By Peter Kaulfuss
My name is Peter Kaulfuss. I’m a student at Douglas College and I’m in the process of completing my second year of post secondary education. My main area of study is psychology—because I’m fascinated by the study of the mind and behaviour.
My journey to this field school began over a year ago during my first year of study at Douglas College, when I took an anthropology course being taught by Tad McIlwraith. The course was Native Cultures of B.C. I took the course because I wanted to learn about the First Nation cultures in the part of the world where I live, and because studying other people and their cultures gives a person the opportunity to not only learn about what they’re studying but also about oneself.
It was the last day of class, and we we’re writing our final exam, Tad addressed the class before handing out the exam and mentioned that he was working on organizing a field school for the following summer. I instantly knew I wanted to do it. I wrote my exam, handed it in, thanked Tad for the semester and asked him where I could sign up.
And now a year later, I’m living it!
To be able to stay for a month in the Splatsin community and their beautiful territory has been amazing! Myself and my (ranging number of) 12-16 house / classmates have been able to experience, participate, and observe Splatsin history, culture, and language in a variety of different ways including : a sweat, lahal (stick games), “Traditional Circle Gathering,” ground thruthing (day trips) with community members and Elders, storytelling, going on hikes, dinners, and the list continues. To try and discuss everything with the length and detail it deserves I cannot do in one blog post; so instead I’m going to focus on the community thank you dinner our fieldschoool was able to host on Thursday June 9th (the night before we left).
Our fieldschool was able to book the hall for the evening of Thursday June 9th to host the community thank you dinner. The evening gave us a chance collectively, and publicly, to thank individuals and groups of community members for all their time, knowledge, and hard work that they shared with us. Our fieldschool tried to display our appreciation and gratitude for the individuals and community’s hospitality and generosity towards us and for making this experience truly unbelievable! (Something not easy to do in one evening). We (fieldschool) provided the food; as a group we made lasagnas, mashed potatoes, salad, fruit plates, and cookies. There were about 50 community members there plus the 13 of us. People ate and visited and once everyone had—we took care of the formal part of the evening.

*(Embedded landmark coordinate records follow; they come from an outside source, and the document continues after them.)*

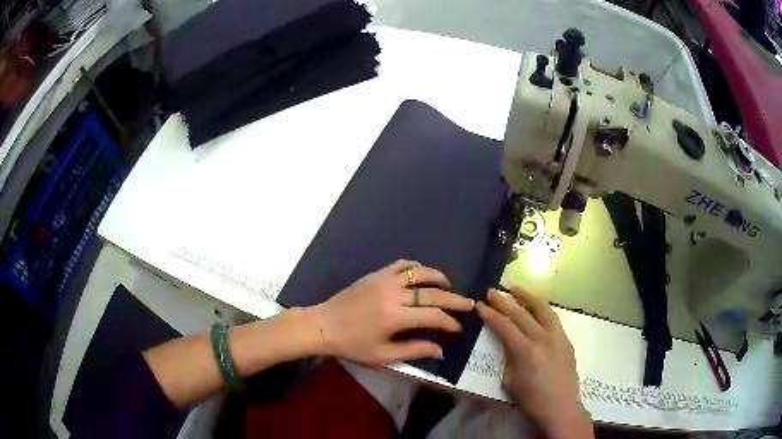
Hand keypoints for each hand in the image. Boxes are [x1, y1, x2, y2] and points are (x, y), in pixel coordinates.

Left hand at [312, 260, 474, 366]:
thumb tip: (440, 350)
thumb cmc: (352, 345)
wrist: (323, 325)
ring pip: (420, 273)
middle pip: (433, 293)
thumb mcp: (382, 356)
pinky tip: (422, 274)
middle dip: (454, 300)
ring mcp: (384, 280)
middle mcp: (394, 294)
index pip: (434, 316)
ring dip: (438, 278)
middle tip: (470, 304)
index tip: (459, 328)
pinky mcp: (376, 274)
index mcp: (396, 317)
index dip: (450, 322)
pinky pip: (401, 265)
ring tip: (449, 287)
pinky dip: (416, 267)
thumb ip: (414, 350)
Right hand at [477, 288, 592, 438]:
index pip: (505, 326)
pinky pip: (552, 318)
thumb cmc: (531, 399)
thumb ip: (508, 358)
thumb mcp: (510, 381)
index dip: (491, 315)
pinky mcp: (566, 339)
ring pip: (542, 308)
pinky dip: (541, 308)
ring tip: (515, 288)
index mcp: (526, 352)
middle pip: (521, 314)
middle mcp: (543, 339)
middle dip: (504, 301)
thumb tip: (507, 343)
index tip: (480, 305)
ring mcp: (558, 336)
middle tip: (491, 291)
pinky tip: (534, 307)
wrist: (561, 407)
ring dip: (527, 296)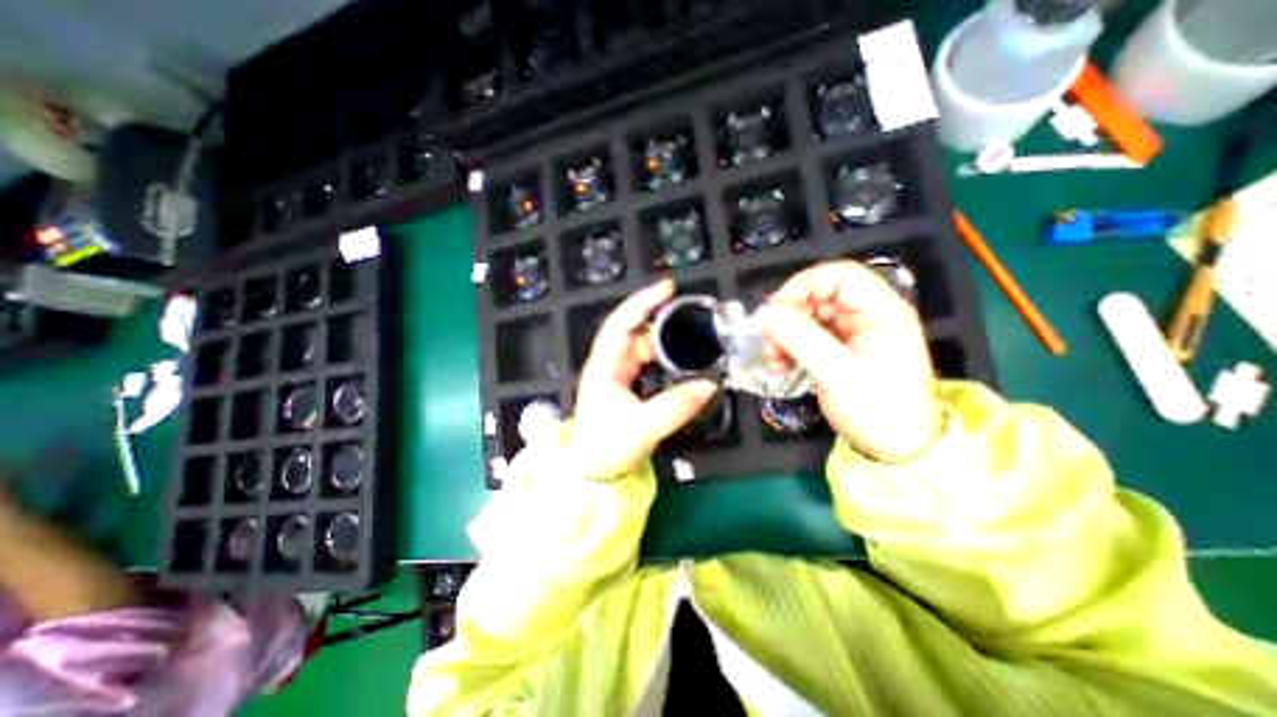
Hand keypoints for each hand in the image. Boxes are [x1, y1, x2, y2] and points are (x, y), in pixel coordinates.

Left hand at [573, 278, 721, 479]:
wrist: (593, 473)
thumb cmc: (607, 447)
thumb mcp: (643, 427)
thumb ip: (677, 406)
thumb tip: (710, 385)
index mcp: (604, 365)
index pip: (621, 323)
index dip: (643, 302)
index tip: (668, 287)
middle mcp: (610, 363)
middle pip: (635, 330)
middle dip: (660, 318)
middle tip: (691, 311)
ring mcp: (618, 373)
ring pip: (643, 346)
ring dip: (665, 338)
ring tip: (692, 331)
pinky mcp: (627, 385)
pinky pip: (648, 361)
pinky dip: (665, 355)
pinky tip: (681, 355)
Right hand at [763, 260, 941, 462]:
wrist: (898, 450)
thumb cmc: (878, 412)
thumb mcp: (838, 374)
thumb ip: (801, 339)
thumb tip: (766, 313)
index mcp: (881, 311)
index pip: (839, 275)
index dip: (803, 286)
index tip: (775, 312)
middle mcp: (866, 315)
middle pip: (818, 295)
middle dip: (788, 316)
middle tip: (769, 342)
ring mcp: (851, 332)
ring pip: (807, 316)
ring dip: (784, 334)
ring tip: (773, 360)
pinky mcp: (838, 349)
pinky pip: (806, 336)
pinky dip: (788, 347)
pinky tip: (780, 365)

The formal part of the evening began with Dave, Edna, one of her students from Shihiya School, and myself performing a friendship song. I was honoured to perform it. After the song, we began to bring people up and thank individuals and groups and present them with gifts we had made and purchased. At different times members of our fieldschool spoke and said thanks and acknowledgements as did the individuals and groups we we’re bringing up. Some of them even presented us with gifts when we brought them up, which was really special. After we had presented our gifts and thank you’s, Laureen and Edna sang a friendship song, and then Laureen sang a travelling song; both were amazing and really meaningful. Randy, one of our main contacts and our “Guide” then did a presentation and gave each one of us a gift—which was wonderful and incredible.
The entire evening and event was really successful both academically and personally. As a student learning what it is like doing anthropology, the evening really put on display and made me aware of a balancing of roles that is necessary in this type of work. The balancing of professional researcher and work relationships with that of emotional and personal friendships that have and can form from participating in this type of work. I felt the evening was a very fitting way to end the field section of the field school. We were able to acknowledge and thank individuals and the community for having us, sharing with us, and teaching us in so many different ways; and it gave the community the opportunity to do the same (which was not expected and completely overwhelming).
I’m sincerely thankful and grateful to have had the opportunity to participate in this experience and want to thank everyone from the Splatsin First Nation and Douglas College who helped set up and facilitate this fieldschool, it has truly been the experience of a lifetime. One of many things I’ve learned is that you don’t say “goodbye” for that implies I’ll never see you again, but rather “see you later”. So to the Splatsin First Nation and my classmates “see you later”, and I can assure you it will be sooner rather than later.